A brute force approach of sorting for each subsequence and then finding the median will time out. I've used BIT to solve the problem. As the numbers on the sequence can be at most 65536 (2^16), we can store the frequencies of each number on a BIT and when queried to find the median, we have to find the lowest element with a frequency of (K+1)/2. We will dynamically update the tree as we go through the sequence. If after adding a number on the tree, the length of the sequence goes beyond K, we will delete the (dex-K)-th element, where dex is the current index.

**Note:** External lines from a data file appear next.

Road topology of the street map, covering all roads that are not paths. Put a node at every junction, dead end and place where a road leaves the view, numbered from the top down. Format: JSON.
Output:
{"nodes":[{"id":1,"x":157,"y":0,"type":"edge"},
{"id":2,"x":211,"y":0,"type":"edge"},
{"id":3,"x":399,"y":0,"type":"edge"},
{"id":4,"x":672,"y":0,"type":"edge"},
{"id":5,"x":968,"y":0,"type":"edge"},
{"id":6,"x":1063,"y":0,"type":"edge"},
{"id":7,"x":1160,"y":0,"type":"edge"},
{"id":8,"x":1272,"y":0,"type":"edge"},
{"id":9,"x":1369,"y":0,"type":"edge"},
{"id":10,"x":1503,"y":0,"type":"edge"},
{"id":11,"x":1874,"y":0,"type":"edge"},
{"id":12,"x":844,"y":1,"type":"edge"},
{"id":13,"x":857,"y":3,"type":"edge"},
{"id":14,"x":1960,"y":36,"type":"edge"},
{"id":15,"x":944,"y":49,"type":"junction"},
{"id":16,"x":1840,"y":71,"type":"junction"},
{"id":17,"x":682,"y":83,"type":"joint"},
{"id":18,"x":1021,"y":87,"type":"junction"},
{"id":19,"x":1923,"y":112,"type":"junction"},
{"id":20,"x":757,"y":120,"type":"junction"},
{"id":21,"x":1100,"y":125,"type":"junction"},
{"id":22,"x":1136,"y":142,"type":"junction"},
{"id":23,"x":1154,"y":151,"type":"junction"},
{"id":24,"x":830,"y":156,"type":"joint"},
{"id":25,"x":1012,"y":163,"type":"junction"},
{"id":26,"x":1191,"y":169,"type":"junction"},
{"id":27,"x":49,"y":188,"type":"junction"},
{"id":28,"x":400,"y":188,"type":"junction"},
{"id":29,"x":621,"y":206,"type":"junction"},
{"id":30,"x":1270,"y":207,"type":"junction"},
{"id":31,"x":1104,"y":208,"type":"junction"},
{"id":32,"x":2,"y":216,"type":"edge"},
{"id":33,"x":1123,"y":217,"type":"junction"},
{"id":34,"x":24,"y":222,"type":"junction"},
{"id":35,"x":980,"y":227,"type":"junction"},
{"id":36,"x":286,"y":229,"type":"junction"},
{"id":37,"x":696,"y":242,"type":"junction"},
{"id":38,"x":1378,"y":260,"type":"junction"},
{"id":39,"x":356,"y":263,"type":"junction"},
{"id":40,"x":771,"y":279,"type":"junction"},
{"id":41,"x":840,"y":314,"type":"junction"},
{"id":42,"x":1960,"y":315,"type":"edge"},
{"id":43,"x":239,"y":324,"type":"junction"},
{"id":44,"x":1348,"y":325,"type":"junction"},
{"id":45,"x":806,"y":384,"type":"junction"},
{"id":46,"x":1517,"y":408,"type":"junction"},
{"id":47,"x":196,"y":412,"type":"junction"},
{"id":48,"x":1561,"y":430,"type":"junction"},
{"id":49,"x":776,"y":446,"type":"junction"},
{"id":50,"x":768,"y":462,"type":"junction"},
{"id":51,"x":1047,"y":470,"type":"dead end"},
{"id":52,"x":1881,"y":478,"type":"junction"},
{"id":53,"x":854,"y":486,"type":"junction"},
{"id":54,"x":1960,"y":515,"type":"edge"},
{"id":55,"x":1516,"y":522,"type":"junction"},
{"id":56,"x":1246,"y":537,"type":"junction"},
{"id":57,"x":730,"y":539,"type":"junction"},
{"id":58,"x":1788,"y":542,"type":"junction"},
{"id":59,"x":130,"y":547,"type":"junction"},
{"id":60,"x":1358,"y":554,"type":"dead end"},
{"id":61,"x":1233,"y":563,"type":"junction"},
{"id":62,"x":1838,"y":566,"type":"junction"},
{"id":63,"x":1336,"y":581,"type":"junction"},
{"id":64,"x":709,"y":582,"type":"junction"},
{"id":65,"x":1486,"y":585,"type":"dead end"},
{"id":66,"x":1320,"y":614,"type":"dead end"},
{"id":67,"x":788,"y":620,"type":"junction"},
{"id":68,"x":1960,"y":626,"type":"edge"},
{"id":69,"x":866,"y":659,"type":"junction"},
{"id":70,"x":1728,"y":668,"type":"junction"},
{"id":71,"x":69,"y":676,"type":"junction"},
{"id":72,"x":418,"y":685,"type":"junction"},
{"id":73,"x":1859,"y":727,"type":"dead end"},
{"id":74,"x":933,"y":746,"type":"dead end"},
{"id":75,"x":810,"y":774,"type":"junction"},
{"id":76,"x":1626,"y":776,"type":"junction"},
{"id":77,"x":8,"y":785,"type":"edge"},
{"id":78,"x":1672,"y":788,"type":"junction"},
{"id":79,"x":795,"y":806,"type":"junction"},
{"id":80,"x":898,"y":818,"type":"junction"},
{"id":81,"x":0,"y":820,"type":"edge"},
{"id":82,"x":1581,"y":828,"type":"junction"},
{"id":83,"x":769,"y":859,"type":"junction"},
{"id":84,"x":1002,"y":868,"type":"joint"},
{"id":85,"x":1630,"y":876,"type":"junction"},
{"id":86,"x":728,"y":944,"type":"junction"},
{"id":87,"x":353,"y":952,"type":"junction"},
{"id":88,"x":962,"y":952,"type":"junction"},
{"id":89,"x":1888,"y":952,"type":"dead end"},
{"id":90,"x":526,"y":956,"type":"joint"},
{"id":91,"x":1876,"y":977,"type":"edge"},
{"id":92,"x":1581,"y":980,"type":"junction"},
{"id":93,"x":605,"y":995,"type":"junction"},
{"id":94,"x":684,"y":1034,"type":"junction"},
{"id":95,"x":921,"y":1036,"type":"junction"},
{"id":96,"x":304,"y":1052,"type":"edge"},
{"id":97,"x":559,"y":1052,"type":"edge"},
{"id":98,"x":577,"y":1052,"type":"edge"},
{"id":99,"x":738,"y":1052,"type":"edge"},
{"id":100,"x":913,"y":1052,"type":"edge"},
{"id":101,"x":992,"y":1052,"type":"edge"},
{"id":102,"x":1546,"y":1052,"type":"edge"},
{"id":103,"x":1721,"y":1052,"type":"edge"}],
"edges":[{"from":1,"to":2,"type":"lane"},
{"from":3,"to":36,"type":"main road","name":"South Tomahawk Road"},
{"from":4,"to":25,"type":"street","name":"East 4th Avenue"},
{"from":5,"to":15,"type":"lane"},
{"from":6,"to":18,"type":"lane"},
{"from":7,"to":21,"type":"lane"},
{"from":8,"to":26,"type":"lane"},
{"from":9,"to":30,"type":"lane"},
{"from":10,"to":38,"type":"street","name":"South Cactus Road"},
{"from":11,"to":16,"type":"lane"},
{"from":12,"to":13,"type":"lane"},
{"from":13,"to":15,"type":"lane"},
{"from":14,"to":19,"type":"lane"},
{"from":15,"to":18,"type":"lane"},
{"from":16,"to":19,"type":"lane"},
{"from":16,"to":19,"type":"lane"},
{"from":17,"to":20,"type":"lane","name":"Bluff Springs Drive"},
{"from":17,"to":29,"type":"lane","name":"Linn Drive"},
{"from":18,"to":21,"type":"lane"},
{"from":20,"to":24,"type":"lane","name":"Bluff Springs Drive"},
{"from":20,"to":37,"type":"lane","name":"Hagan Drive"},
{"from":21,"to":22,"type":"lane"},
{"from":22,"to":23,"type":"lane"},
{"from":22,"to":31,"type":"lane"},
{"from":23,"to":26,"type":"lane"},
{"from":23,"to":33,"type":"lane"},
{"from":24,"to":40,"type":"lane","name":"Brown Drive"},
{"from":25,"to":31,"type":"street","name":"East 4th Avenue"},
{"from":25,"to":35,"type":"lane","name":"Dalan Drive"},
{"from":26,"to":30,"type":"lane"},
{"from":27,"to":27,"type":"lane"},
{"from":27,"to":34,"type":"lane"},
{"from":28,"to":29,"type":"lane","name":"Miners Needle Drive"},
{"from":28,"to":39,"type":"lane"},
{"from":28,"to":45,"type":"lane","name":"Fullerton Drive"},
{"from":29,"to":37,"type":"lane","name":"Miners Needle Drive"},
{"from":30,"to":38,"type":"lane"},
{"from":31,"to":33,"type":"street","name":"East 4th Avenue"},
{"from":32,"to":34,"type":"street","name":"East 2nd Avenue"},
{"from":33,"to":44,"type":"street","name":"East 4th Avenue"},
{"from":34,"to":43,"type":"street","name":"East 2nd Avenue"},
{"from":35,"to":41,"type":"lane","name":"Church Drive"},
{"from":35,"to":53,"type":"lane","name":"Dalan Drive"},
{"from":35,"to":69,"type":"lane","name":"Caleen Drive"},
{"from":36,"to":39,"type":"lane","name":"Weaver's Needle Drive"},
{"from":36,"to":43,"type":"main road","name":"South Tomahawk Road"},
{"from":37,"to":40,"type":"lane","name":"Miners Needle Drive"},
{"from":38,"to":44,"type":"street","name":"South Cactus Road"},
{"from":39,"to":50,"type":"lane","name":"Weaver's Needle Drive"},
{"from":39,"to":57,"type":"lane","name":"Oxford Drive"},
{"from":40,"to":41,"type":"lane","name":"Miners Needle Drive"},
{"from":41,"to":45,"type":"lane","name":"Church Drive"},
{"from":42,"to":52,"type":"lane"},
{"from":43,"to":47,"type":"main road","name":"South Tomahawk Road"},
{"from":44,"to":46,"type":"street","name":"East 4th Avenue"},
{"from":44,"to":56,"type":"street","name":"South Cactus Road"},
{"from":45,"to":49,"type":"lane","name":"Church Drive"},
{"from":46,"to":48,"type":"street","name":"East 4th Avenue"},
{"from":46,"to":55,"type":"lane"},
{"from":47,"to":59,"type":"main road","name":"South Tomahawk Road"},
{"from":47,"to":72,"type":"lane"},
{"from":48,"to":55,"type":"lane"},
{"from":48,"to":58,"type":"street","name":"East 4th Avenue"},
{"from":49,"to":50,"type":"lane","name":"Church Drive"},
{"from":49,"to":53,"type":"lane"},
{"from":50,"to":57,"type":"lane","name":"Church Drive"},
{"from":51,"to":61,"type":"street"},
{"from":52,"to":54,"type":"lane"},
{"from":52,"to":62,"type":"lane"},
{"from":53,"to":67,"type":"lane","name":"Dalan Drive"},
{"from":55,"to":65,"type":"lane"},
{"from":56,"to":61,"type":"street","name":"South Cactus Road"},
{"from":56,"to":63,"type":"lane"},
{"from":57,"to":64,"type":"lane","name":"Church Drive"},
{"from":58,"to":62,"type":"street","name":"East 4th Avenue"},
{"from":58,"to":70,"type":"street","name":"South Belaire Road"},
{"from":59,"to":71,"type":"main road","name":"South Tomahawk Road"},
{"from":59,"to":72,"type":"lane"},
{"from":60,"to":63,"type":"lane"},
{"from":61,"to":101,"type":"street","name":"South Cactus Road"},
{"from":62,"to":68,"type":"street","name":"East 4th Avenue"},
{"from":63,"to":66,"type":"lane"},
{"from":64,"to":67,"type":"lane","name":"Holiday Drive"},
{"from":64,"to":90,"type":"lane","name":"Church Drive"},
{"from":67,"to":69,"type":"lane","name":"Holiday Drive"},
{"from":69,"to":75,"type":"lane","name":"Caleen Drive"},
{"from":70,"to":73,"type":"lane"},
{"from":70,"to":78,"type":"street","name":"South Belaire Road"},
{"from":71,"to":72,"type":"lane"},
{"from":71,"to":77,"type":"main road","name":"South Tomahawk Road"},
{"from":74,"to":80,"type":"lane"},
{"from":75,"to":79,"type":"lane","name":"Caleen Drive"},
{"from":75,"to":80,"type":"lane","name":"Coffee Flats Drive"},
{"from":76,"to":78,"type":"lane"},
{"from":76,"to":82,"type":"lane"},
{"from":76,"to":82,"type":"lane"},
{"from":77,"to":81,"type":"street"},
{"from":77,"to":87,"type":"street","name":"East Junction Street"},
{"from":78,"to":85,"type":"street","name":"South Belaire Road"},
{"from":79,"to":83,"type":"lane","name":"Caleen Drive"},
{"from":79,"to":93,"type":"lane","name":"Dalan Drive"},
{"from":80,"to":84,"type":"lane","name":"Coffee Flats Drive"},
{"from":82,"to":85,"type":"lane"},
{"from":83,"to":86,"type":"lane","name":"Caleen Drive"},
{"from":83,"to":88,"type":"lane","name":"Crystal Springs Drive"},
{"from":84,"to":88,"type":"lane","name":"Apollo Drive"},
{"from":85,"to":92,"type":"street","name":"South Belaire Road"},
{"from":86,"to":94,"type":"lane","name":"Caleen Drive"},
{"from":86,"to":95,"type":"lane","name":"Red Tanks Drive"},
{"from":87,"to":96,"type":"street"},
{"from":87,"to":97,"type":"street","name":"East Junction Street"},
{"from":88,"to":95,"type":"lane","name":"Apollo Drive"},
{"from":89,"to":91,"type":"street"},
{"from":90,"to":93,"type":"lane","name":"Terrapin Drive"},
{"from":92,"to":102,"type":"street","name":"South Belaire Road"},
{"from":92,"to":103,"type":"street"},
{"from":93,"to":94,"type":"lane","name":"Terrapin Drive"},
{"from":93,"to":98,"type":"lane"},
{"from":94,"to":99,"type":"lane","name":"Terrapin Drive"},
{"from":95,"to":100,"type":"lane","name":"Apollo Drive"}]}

Finding the lowest element with a given frequency was a bit tricky. I had to start the search in the reverse order to ensure that.

Source code -

/*
Problem Name : Floating Median
Problem Number : TopCoder SRM 310 Div 1 Medium
Link : http://www.topcoder.com/stat?c=problem_statement&pm=6551&rd=9990
Problem Type : Search
Difficulty : 5.5 / 10
Interest : 8 / 10
Complexity : O(NlogM)
Date : November 14, 2010
*/

#include<string>
#include<vector>
#include<sstream>
#include<iostream>
#include<algorithm>
#include<cstdio>
#include<cstring>
#include<cstdlib>
#include<cmath>
#include<queue>
using namespace std;

#define rep(i,n) for(i=0;i<(n);i++)
#define max(a,b) (((a)>(b))?(a):(b))
#define min(a,b) (((a)<(b))?(a):(b))
#define MOD 65536
#define MAXN 250000

int tree[MOD+2];
int x[MAXN+2];

struct FloatingMedian{
 void update(int dex, int val) {
  while(dex <= MOD) {
   tree[dex] += val;
   if(dex == 0) break;
   dex += (dex & -dex);
  }
 }
 
 int find(int fre) {
  int dex = MOD, t;
  int bitMask = (1<<15);
  while(bitMask !=0 && dex >= 1) {
   t = dex - bitMask;
   if(fre <= tree[t]) dex = t;
   else fre -= tree[t];
   bitMask >>= 1;
  }
  return dex;
 }


 long long sumOfMedians(int seed, int mul, int add, int N, int K) {
  int mid = (K+1)/2;
  long long sum = 0;
  int i;
  memset(tree,0,sizeof(tree));
  rep(i,N) {
   if(i == 0) x[i] = seed;
   else x[i] =(x[i-1] * (long long)mul + add) % MOD;
   update(x[i]+1,1);
   if(i == K-1) sum += (find(mid)-1);
   if(i >= K) {
    update(x[i-K]+1, -1);
    sum += (find(mid)-1);
   }
  }
  return sum;
 }
 
};

2 comments:

  1. ami eta SRM e probably multiset diye korsilam. actually, set use korsilam, match e milte chhilo na, pore dekhsi, multiset holei systest pass kore.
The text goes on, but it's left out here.